* _WHAT YOU HAVE TO DO_
Only the lines of the data holding the string "street" need to be returned.

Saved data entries
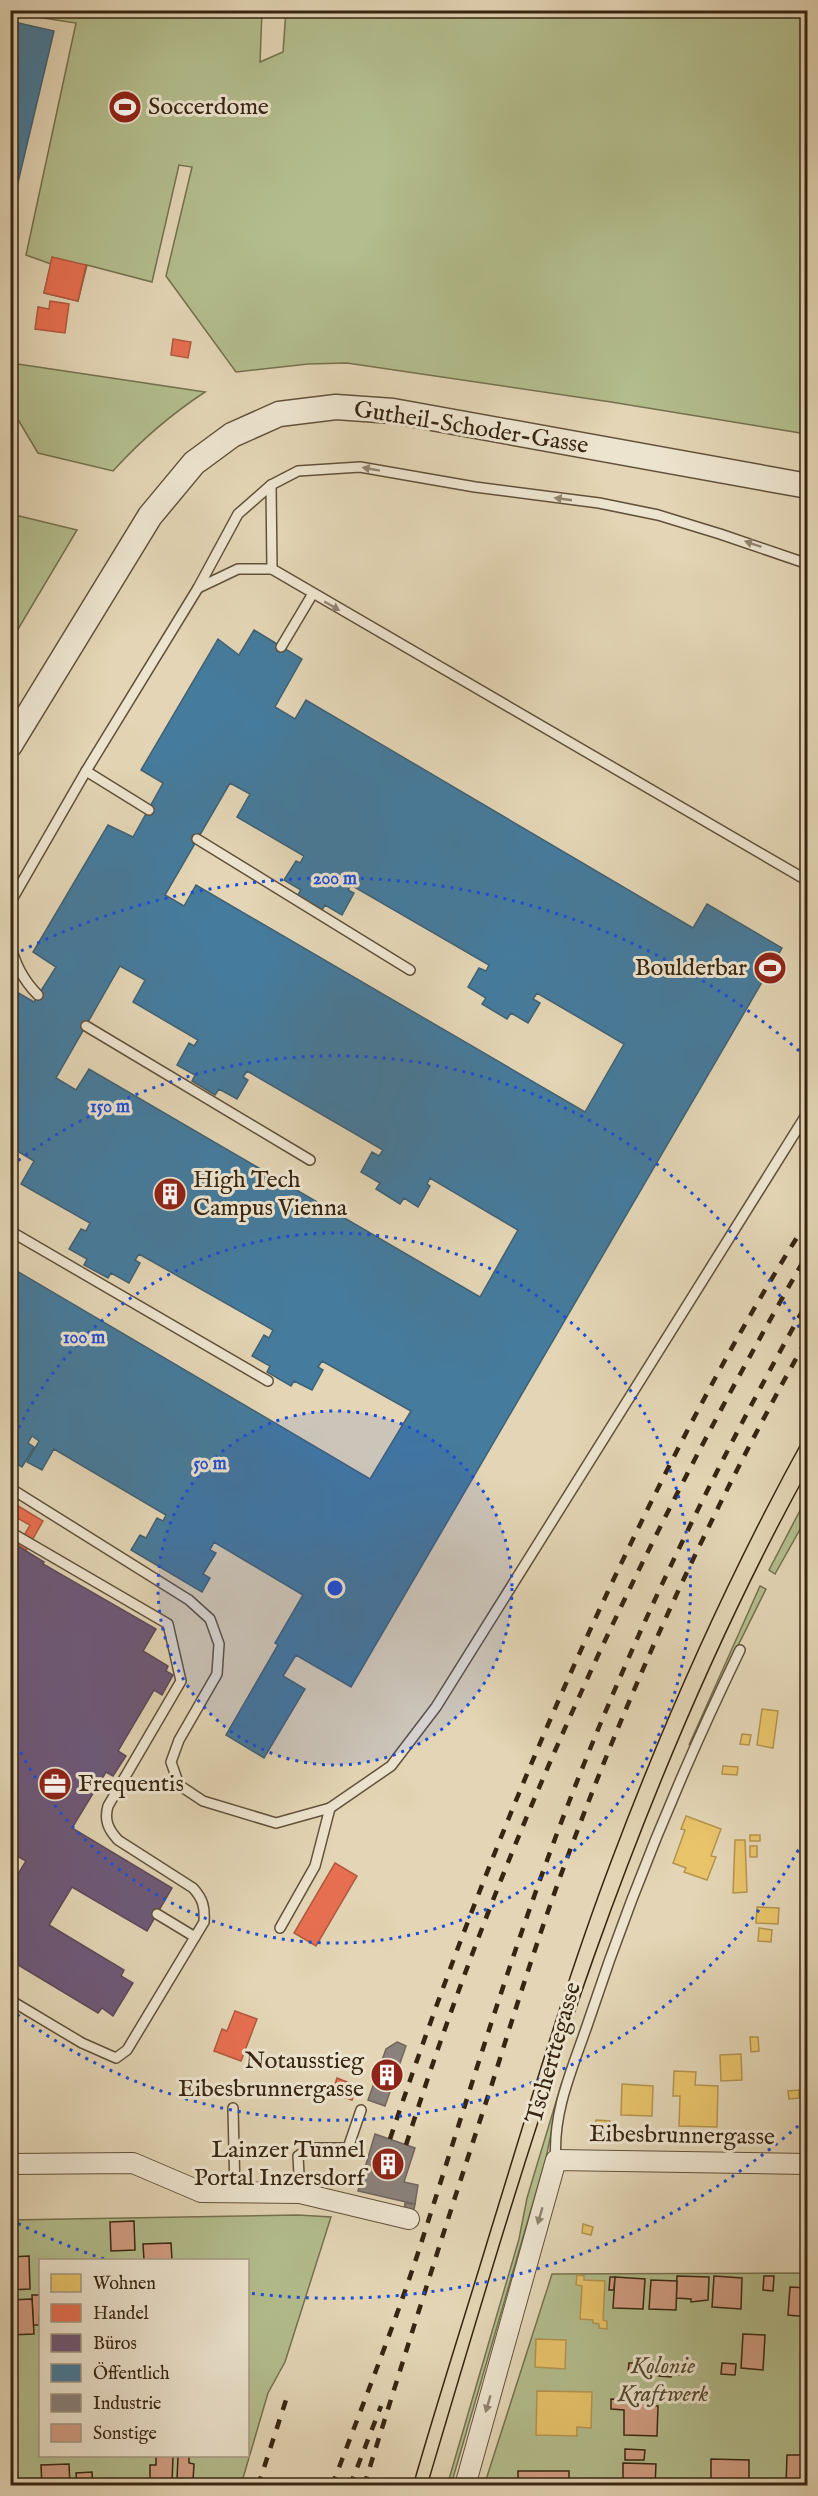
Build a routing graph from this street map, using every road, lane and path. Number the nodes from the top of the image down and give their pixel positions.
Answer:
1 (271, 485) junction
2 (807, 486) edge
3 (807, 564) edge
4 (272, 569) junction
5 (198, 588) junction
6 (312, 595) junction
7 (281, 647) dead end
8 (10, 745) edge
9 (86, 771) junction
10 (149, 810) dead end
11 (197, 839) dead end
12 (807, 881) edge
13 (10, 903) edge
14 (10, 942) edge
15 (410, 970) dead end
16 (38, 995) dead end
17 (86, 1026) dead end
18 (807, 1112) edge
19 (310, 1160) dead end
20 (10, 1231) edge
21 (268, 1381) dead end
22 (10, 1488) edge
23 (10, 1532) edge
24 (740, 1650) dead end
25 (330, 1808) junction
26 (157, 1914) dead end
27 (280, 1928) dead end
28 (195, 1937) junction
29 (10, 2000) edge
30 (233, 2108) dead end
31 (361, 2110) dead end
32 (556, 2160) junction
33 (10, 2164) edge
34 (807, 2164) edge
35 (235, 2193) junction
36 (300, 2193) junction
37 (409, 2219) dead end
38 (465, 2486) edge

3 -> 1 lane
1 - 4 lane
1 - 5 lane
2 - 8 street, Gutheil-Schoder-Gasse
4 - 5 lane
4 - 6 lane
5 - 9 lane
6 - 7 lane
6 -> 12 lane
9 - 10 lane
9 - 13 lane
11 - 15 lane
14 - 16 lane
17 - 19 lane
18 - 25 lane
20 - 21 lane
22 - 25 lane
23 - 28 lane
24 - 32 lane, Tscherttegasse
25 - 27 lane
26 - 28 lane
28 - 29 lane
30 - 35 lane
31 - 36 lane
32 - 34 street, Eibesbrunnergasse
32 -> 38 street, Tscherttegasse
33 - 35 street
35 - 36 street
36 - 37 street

* _WRITTEN RESPONSE_
Build a routing graph from this street map, using every road, lane and path. Number the nodes from the top of the image down and give their pixel positions.
2 - 8 street, Gutheil-Schoder-Gasse
32 - 34 street, Eibesbrunnergasse
32 -> 38 street, Tscherttegasse
33 - 35 street
35 - 36 street
36 - 37 street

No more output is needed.